* [TASK OBJECTIVE]:
What must be returned is the number of lines in the records holding the word "road", with no other text.

***

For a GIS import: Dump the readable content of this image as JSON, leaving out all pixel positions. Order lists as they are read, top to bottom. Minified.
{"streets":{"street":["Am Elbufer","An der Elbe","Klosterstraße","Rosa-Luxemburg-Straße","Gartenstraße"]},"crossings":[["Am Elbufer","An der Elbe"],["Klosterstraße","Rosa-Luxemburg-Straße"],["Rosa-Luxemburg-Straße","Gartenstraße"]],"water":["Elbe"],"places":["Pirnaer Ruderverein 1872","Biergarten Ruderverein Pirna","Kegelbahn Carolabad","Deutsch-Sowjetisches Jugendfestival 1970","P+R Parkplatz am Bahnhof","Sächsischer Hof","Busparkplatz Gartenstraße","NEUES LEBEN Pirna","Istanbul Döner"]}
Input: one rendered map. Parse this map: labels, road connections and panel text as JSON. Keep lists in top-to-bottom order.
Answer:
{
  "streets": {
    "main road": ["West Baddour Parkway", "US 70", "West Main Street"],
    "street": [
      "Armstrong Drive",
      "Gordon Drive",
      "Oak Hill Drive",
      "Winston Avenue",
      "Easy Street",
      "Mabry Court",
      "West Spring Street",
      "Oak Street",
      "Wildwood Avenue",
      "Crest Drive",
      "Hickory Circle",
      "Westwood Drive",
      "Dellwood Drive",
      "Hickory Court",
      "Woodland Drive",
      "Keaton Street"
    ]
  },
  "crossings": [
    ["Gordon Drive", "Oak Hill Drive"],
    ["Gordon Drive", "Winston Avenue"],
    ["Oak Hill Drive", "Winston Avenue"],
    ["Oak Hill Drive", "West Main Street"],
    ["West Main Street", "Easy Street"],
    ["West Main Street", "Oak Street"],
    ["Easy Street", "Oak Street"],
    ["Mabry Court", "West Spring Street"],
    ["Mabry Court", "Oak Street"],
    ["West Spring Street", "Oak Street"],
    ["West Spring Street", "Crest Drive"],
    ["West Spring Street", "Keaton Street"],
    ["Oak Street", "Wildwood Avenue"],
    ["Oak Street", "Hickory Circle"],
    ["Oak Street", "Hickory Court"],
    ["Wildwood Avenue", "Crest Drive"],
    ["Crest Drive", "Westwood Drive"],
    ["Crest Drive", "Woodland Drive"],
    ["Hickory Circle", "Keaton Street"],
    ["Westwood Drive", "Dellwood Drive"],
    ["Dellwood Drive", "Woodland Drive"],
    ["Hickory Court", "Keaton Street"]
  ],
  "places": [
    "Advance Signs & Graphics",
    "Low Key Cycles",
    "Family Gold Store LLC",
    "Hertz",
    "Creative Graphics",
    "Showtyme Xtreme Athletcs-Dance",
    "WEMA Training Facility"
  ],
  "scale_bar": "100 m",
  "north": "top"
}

***

* [RESULT]:
2